We do experimental work to report the gain in performance when going from a simple Bi-LSTM (without pretrained word embeddings) to modifying our architecture and word embeddings to finally using a Bi-LSTM with CRF layer which gave best results . We use the GMB dataset for all our experiments.
A detailed report can be found here.
first download glove embeddings data file "glove.6B.100d.txt" from https://nlp.stanford.edu/projects/glove/
# clone the repo
git clone <this repo url>
# unzip data
tar -xf ner-gmb.tar.gz #will create a folder called "ner-gmb" having 3 files, test.txt, train.txt and dev.txt
# go into the scripts/ folder
cd scripts/
# run the experiment
python3 train_ner.py --initialization glove --char_embeddings 1 --layer_normalization 0 --crf 0 --output_file output_model.pth --data_dir ../NER_Dataset/ner-gmb --glove_embeddings_file ../glove_data/glove.6B.100d.txt --vocabulary_output_file output_vocab.vocab
- char_embeddings - set to 1 if you want to use character level embeddings
- layer_normalization - set to 1 if you want to use layer_normalized lstm cell in the BiLSTM
- crf - set to 1 if you want to use crf layer on top of the BiLSTM
- output_file output path for saving the trained model
- data_dir cleaned ner-data path, for example, the one which we get after unzipping ner-gmb.tar.gz
- glove_embeddings_file path to glove embeddings file "glove.6B.100d.txt"

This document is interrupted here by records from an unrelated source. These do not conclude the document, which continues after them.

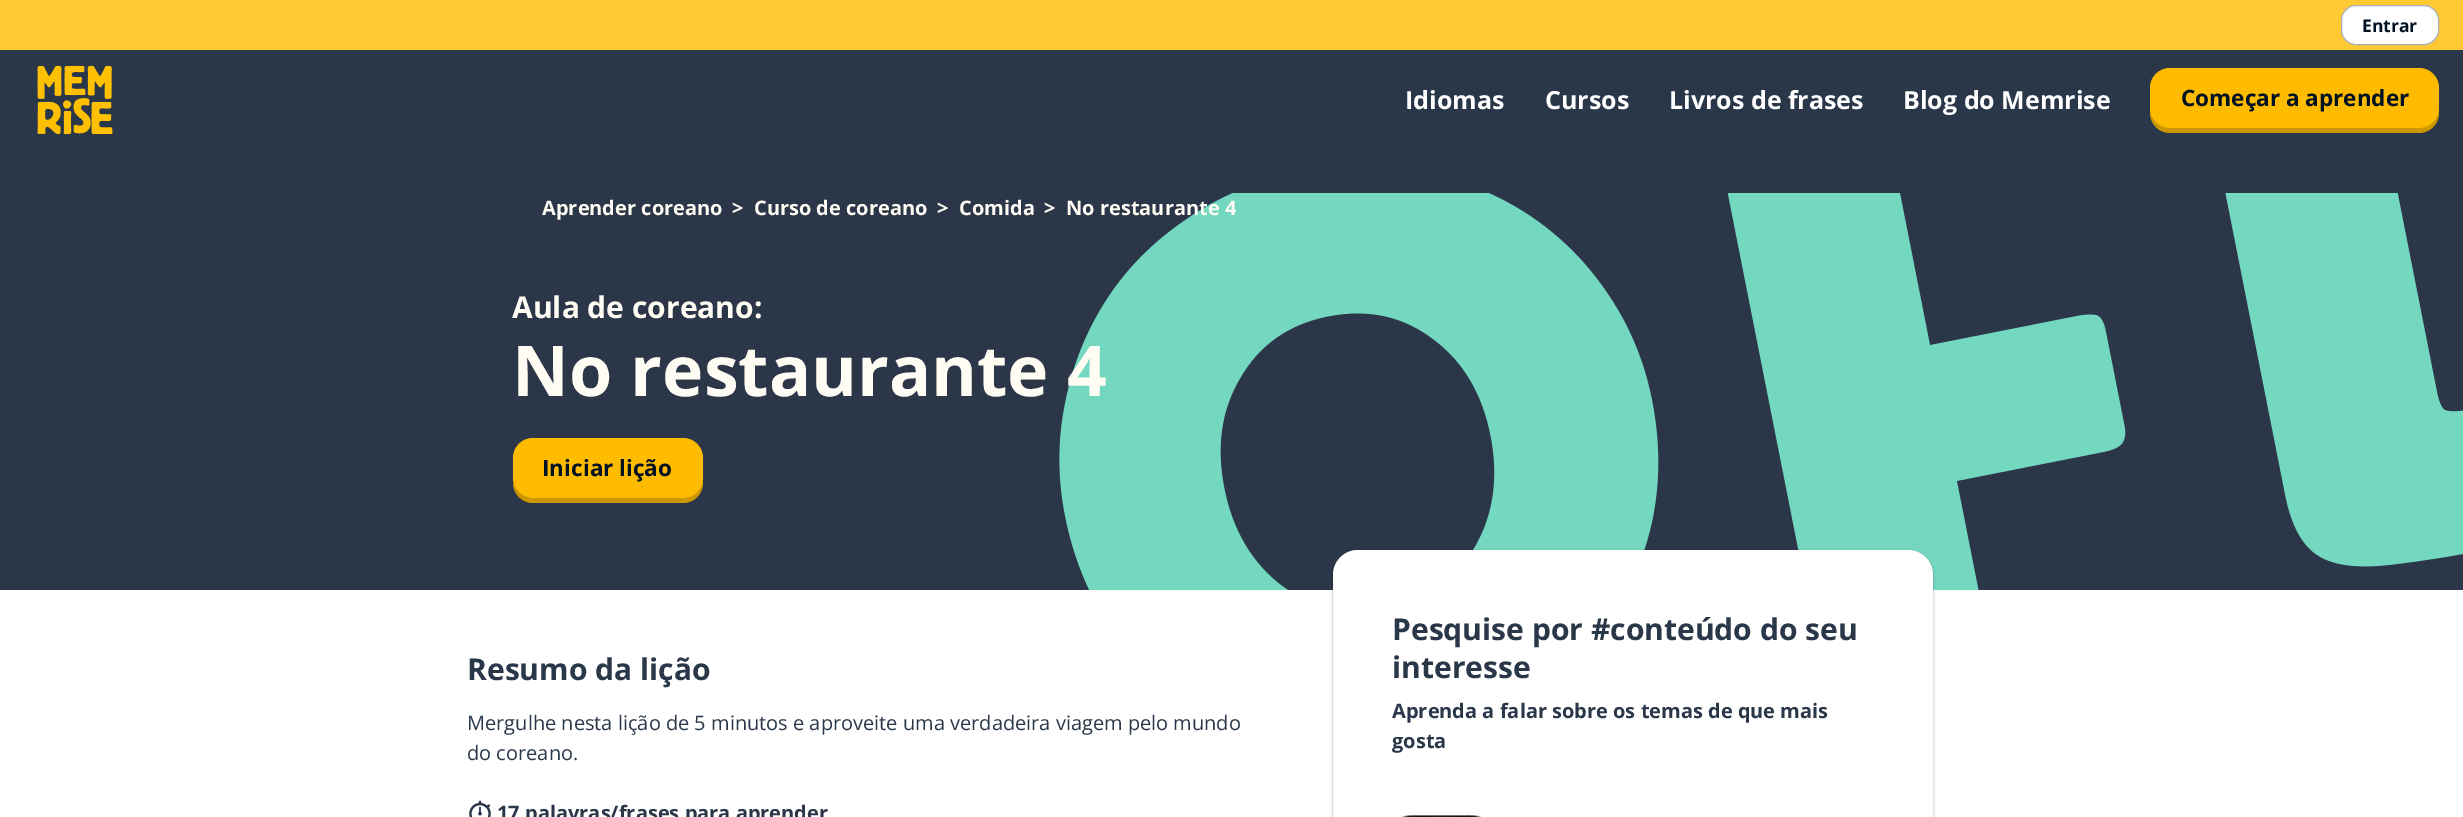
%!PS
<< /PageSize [2463 817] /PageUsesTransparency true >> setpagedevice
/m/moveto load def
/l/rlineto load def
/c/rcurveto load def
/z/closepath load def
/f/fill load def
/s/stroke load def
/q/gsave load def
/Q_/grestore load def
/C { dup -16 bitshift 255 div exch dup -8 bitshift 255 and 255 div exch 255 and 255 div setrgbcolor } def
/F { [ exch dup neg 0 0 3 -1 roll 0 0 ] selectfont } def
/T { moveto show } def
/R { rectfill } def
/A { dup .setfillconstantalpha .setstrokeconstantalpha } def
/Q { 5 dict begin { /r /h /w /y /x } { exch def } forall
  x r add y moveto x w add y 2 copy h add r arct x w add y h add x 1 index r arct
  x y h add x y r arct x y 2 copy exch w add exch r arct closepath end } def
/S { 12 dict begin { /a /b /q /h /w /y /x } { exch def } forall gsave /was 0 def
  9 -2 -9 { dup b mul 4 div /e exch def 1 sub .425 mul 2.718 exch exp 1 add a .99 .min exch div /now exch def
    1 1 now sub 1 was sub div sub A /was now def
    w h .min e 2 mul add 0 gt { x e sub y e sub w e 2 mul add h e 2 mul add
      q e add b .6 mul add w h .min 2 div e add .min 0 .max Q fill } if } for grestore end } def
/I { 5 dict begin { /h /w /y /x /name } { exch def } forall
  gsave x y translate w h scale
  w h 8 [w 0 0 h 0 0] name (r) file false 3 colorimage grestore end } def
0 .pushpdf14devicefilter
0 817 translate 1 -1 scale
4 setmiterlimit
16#FFFFFF C
0 0 2463 817 R
16#FFC933 C
0 0 2463 50 R
16#FFFFFF C
2341.5 5.5 97 39 14.5 Q q f Q_
16#A8AEBA C
s
/OpenSans-Bold 17.5 F
16#001122 C
(Entrar) 2362 32 T
16#293749 C
0 50 2463 143 R
(1.rgb) 37 65 76 70 I
/OpenSans-Bold 25 F
16#FFFFFF C
(Idiomas) 1405 109 T
(Cursos) 1545 109 T
(Livros de frases) 1669 109 T
(Blog do Memrise) 1903 109 T
16#CC9600 C
2150 108 m 0 5 l 0 11 9 20 20 20 c 249 0 l 11 0 20 -9 20 -20 c 0 -23 l 0 18 l 0 11 -9 20 -20 20 c -249 0 l -11 0 -20 -9 -20 -20 c z f
16#FFBB00 C
2150 68 289 60 20 Q f
/OpenSans-Bold 22.5 F
16#001122 C
(Começar a aprender) 2181 106 T
(2.rgb) 0 193 2463 397 I
/OpenSans-Bold 20 F
16#FFFCF3 C
(Aprender coreano) 542 215 T
(>) 732 215 T
(Curso de coreano) 754 215 T
(>) 937 215 T
(Comida) 959 215 T
(>) 1044 215 T
(No restaurante 4) 1066 215 T
/OpenSans-Bold 30 F
(Aula de coreano:) 512 318 T
/OpenSans-Bold 70 F
(No restaurante 4) 512 396 T
16#CC9600 C
513 482 m 0 1 l 0 11 9 20 20 20 c 150 0 l 11 0 20 -9 20 -20 c 0 -20 l -1 -4 l 0 19 l 0 11 -8 20 -20 20 c -150 0 l -9 0 -17 -7 -19 -16 c z f
16#FFBB00 C
513 438 190 60 20 Q f
/OpenSans-Bold 22.5 F
16#001122 C
(Iniciar lição) 542 476 T
/OpenSans-Bold 30 F
16#293749 C
(Resumo da lição) 467 680 T
/OpenSans-Regular 20 F
(Mergulhe nesta lição de 5 minutos e aproveite uma verdadeira viagem pelo mundo) 467 730 T
(do coreano.) 467 760 T
(3.rgb) 469 800 22 17 I
/OpenSans-Bold 20 F
(17 palavras/frases para aprender) 497 820 T
16#000000 C
1333 551 600 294 25 1 .24 S
1333 551 600 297 25 2 .14 S
16#FFFFFF C
1333 550 600 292 25 Q f
/OpenSans-Bold 30 F
16#293749 C
(Pesquise por #conteúdo do seu) 1392 640 T
(interesse) 1392 678 T
/OpenSans-Bold 20 F
(Aprenda a falar sobre os temas de que mais) 1392 718 T
(gosta) 1392 748 T
(4.rgb) 1402 815 79 2 I
.poppdf14devicefilter showpage
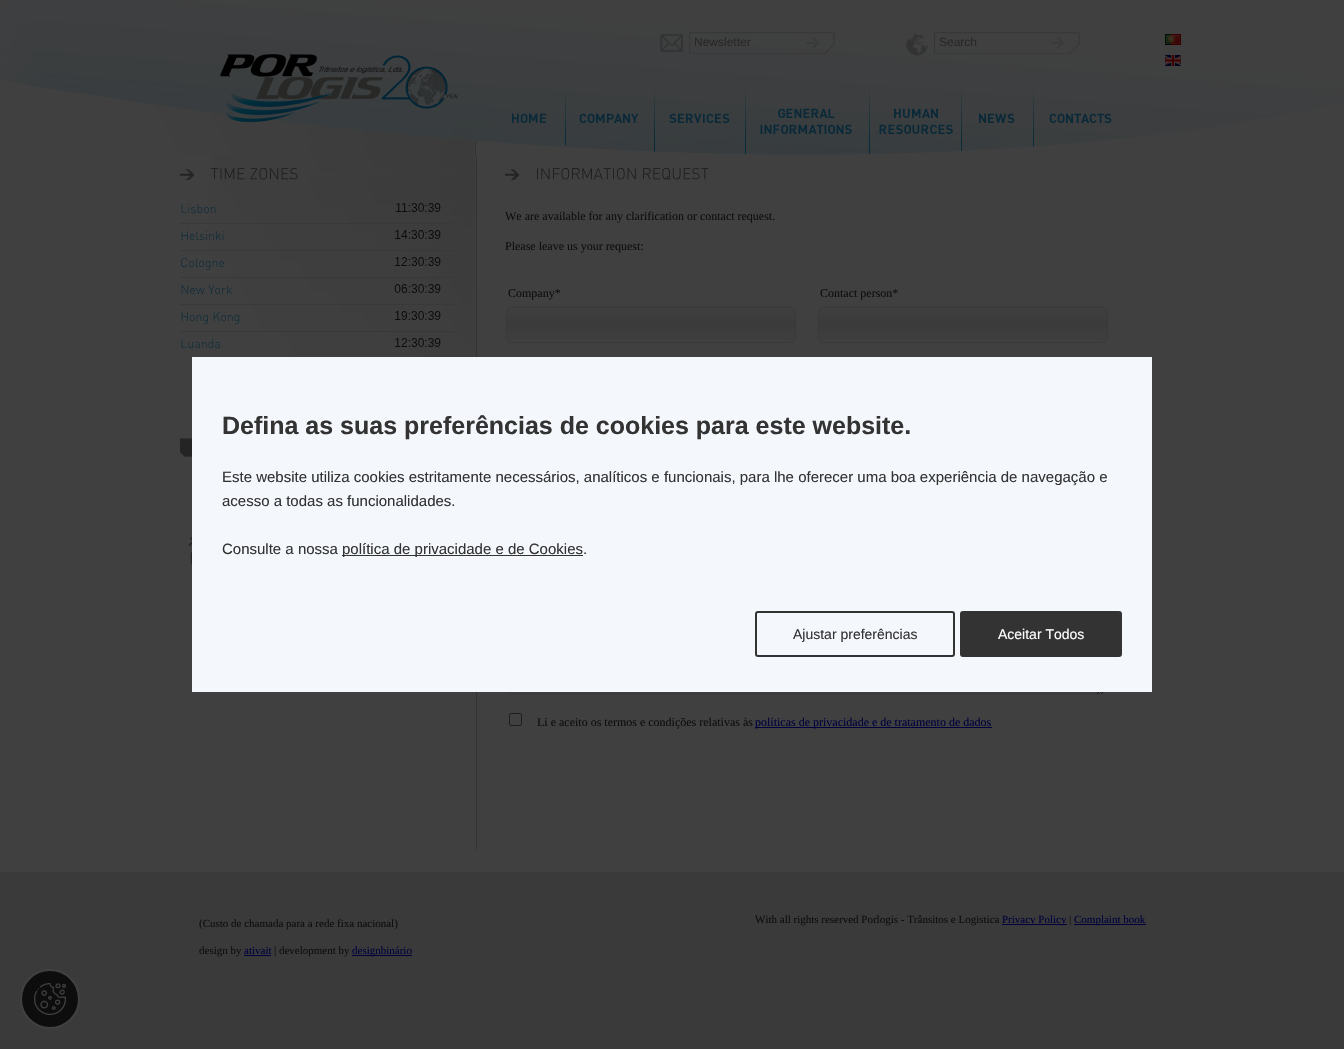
void draw(SkCanvas* canvas) {
    SkPaint paint;
    paint.setAntiAlias(true);
    auto face = [&](const char* family, int weight, float size, bool italic = false) {
        SkFontStyle style(weight, SkFontStyle::kNormal_Width,
            italic ? SkFontStyle::kItalic_Slant : SkFontStyle::kUpright_Slant);
        SkFont result(fontMgr->matchFamilyStyle(family, style), size);
        result.setSubpixel(true);
        return result;
    };
    auto write = [&](const char* s, float x, float y, const SkFont& font, SkColor color) {
        SkPaint ink(SkColor4f::FromColor(color));
        ink.setAntiAlias(true);
        canvas->drawString(s, x, y, font, ink);
    };
    auto block = [&](float x, float y, float w, float h, SkColor color) {
        SkPaint ink(SkColor4f::FromColor(color));
        ink.setAntiAlias(true);
        canvas->drawRect(SkRect::MakeXYWH(x, y, w, h), ink);
    };
    auto card = [&](float x, float y, float w, float h, float radius, SkColor color) {
        SkPaint ink(SkColor4f::FromColor(color));
        ink.setAntiAlias(true);
        canvas->drawRoundRect(SkRect::MakeXYWH(x, y, w, h), radius, radius, ink);
    };
    auto paste = [&](const char* path, float x, float y, float w, float h) {
        auto image = SkImages::DeferredFromEncodedData(SkData::MakeFromFileName(path));
        canvas->drawImageRect(image, SkRect::MakeXYWH(x, y, w, h), SkSamplingOptions());
    };
    canvas->clear(SkColorSetRGB(58, 58, 58));
    block(0, 155, 1344, 717, SkColorSetRGB(64, 64, 64));
    paste("pic1.png", 0, 0, 1344, 155);
    paste("pic2.png", 660, 34, 23, 18);
    paste("pic3.png", 689, 32, 146, 22);
    auto kFont1 = face("Liberation Sans", 400, 12);
    write("Newsletter", 694, 46, kFont1, SkColorSetRGB(39, 39, 39));
    paste("pic4.png", 906, 34, 22, 22);
    paste("pic5.png", 934, 32, 146, 22);
    write("Search", 939, 46, kFont1, SkColorSetRGB(39, 39, 39));
    paste("pic6.png", 1165, 34, 16, 11);
    paste("pic7.png", 1165, 55, 16, 11);
    paste("pic8.png", 220, 54, 238, 68);
    paste("pic9.png", 477, 87, 89, 68);
    paste("pic10.png", 579, 87, 76, 65);
    paste("pic11.png", 655, 87, 91, 68);
    paste("pic12.png", 746, 87, 124, 68);
    paste("pic13.png", 870, 87, 92, 68);
    paste("pic14.png", 962, 87, 72, 65);
    paste("pic15.png", 1034, 113, 93, 34);
    paste("pic16.png", 209, 155, 268, 695);
    paste("pic17.png", 264, 143, 213, 35);
    paste("pic18.png", 472, 141, 5, 16);
    paste("pic19.png", 180, 169, 14, 11);
    paste("pic20.png", 210, 168, 35, 12);
    paste("pic21.png", 250, 168, 48, 12);
    block(180, 223, 275, 1, SkColorSetRGB(57, 57, 57));
    paste("pic22.png", 181, 204, 35, 10);
    paste("pic23.png", 396, 203, 45, 9);
    block(180, 250, 275, 1, SkColorSetRGB(57, 57, 57));
    paste("pic24.png", 181, 231, 43, 10);
    paste("pic25.png", 395, 230, 46, 9);
    block(180, 277, 275, 1, SkColorSetRGB(57, 57, 57));
    paste("pic26.png", 181, 258, 43, 12);
    paste("pic27.png", 395, 257, 46, 9);
    block(180, 304, 275, 1, SkColorSetRGB(57, 57, 57));
    paste("pic28.png", 181, 285, 24, 10);
    paste("pic29.png", 208, 285, 24, 10);
    paste("pic30.png", 394, 284, 47, 9);
    block(180, 331, 275, 1, SkColorSetRGB(57, 57, 57));
    paste("pic31.png", 181, 312, 27, 12);
    paste("pic32.png", 213, 312, 27, 12);
    paste("pic33.png", 395, 311, 46, 9);
    paste("pic34.png", 181, 339, 39, 10);
    paste("pic35.png", 395, 338, 46, 9);
    paste("pic36.png", 180, 437, 12, 128);
    paste("pic19.png", 505, 169, 14, 11);
    paste("pic37.png", 537, 168, 99, 12);
    paste("pic38.png", 643, 168, 66, 12);
    auto kFont2 = face("Liberation Serif", 400, 12);
    write("We are available for any clarification or contact request.", 505, 220, kFont2, SkColorSetRGB(13, 13, 13));
    write("Please leave us your request:", 505, 250, kFont2, SkColorSetRGB(13, 13, 13));
    write("Company*", 508, 297, kFont2, SkColorSetRGB(13, 13, 13));
    paste("pic39.png", 505, 306, 292, 37);
    write("Contact person*", 820, 297, kFont2, SkColorSetRGB(13, 13, 13));
    paste("pic39.png", 817, 306, 292, 37);
    paste("pic40.png", 505, 692, 600, 3);
    paint.setStyle(SkPaint::kStroke_Style);
    paint.setStrokeWidth(1);
    paint.setColor(SkColorSetRGB(30, 30, 30));
    canvas->drawRoundRect(SkRect::MakeXYWH(509.5f, 713.5f, 12, 12), 1.5f, 1.5f, paint);
    write("Li e aceito os termos e condições relativas às", 537, 726, kFont2, SkColorSetRGB(13, 13, 13));
    block(755, 727, 237, 1, SkColorSetRGB(0, 0, 60));
    write("políticas de privacidade e de tratamento de dados", 755, 726, kFont2, SkColorSetRGB(0, 0, 60));
    auto kFont3 = face("Liberation Serif", 400, 11);
    write("(Custo de chamada para a rede fixa nacional)", 199, 927, kFont3, SkColorSetRGB(13, 13, 13));
    write("design by", 199, 954, kFont3, SkColorSetRGB(13, 13, 13));
    write("ativait", 244, 954, kFont3, SkColorSetRGB(0, 0, 60));
    block(244, 955, 27, 1, SkColorSetRGB(0, 0, 60));
    write("| development by", 274, 954, kFont3, SkColorSetRGB(13, 13, 13));
    block(352, 955, 60, 1, SkColorSetRGB(0, 0, 60));
    write("designbinário", 352, 954, kFont3, SkColorSetRGB(0, 0, 60));
    write("With all rights reserved Porlogis - Trânsitos e Logistica", 755, 923, kFont3, SkColorSetRGB(13, 13, 13));
    block(1002, 924, 65, 1, SkColorSetRGB(0, 0, 60));
    write("Privacy Policy", 1002, 923, kFont3, SkColorSetRGB(0, 0, 60));
    write("|", 1069, 923, kFont3, SkColorSetRGB(13, 13, 13));
    block(1074, 924, 72, 1, SkColorSetRGB(0, 0, 60));
    write("Complaint book", 1074, 923, kFont3, SkColorSetRGB(0, 0, 60));
    block(192, 357, 960, 335, SkColorSetRGB(244, 247, 252));
    auto kFont4 = face("Liberation Sans", 700, 25);
    write("Defina as suas preferências de cookies para este website.", 222, 434, kFont4, SkColorSetRGB(51, 51, 51));
    auto kFont5 = face("Liberation Sans", 400, 15);
    write("Este website utiliza cookies estritamente necessários, analíticos e funcionais, para lhe oferecer uma boa experiência de navegação e", 222, 482, kFont5, SkColorSetRGB(51, 51, 51));
    write("acesso a todas as funcionalidades.", 222, 506, kFont5, SkColorSetRGB(51, 51, 51));
    write("Consulte a nossa", 222, 554, kFont5, SkColorSetRGB(51, 51, 51));
    block(342, 555, 241, 1, SkColorSetRGB(51, 51, 51));
    write("política de privacidade e de Cookies.", 342, 554, kFont5, SkColorSetRGB(51, 51, 51));
    paint.setStrokeWidth(2);
    paint.setColor(SkColorSetRGB(51, 51, 51));
    canvas->drawRoundRect(SkRect::MakeXYWH(756, 612, 198, 44), 2, 2, paint);
    auto kFont6 = face("Liberation Sans", 400, 14);
    write("Ajustar preferências", 793, 639, kFont6, SkColorSetRGB(51, 51, 51));
    card(960, 611, 162, 46, 3, SkColorSetRGB(51, 51, 51));
    write("Aceitar Todos", 998, 639, kFont6, SK_ColorWHITE);
    paint.setStyle(SkPaint::kFill_Style);
    paint.setColor(SkColorSetRGB(13, 13, 13));
    canvas->drawCircle(50, 999, 29, paint);
    paint.setStyle(SkPaint::kStroke_Style);
    paint.setColor(SkColorSetRGB(64, 64, 64));
    canvas->drawCircle(50, 999, 29, paint);
    paste("pic41.png", 34, 983, 32, 32);
}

- vocabulary_output_file output vocabulary file, created inside the training script only, which will be used while testing
from inside scripts/ directory run
python3 test_ner.py --model_file output_model.pth --char_embeddings 1 --layer_normalization 0 --crf 0 --test_data_file ../ner-gmb/test.txt --output_file output_predictions.txt --glove_embeddings_file ../glove_data/glove.6B.100d.txt --vocabulary_input_file output_vocab.vocab
- model_file is the same trained model which we generated using the train script above
- vocabulary_input_file is the same vocabulary file which we generated using the train script above
We use [Lample et al., 2016] for NER tagging on the publicly available GMB dataset. The objective here is to compare different variants of the model, and justify the performance gains as the complexity, or the prior we impose on the model, of the model increases. Following are the variants:
- Bi-LSTM with randomly initialised word embeddings
- Bi-LSTM with pretrained Glove word embeddings
- Bi-LSTM with Glove word embeddings and character embeddings
- Bi-LSTM with Glove word embeddings, character embeddings, and Layer Normalization (hard-coded LSTM for it)
- Bi-LSTM with Glove word embeddings, character embeddings, Layer Normalization, and a CRF layer at the top.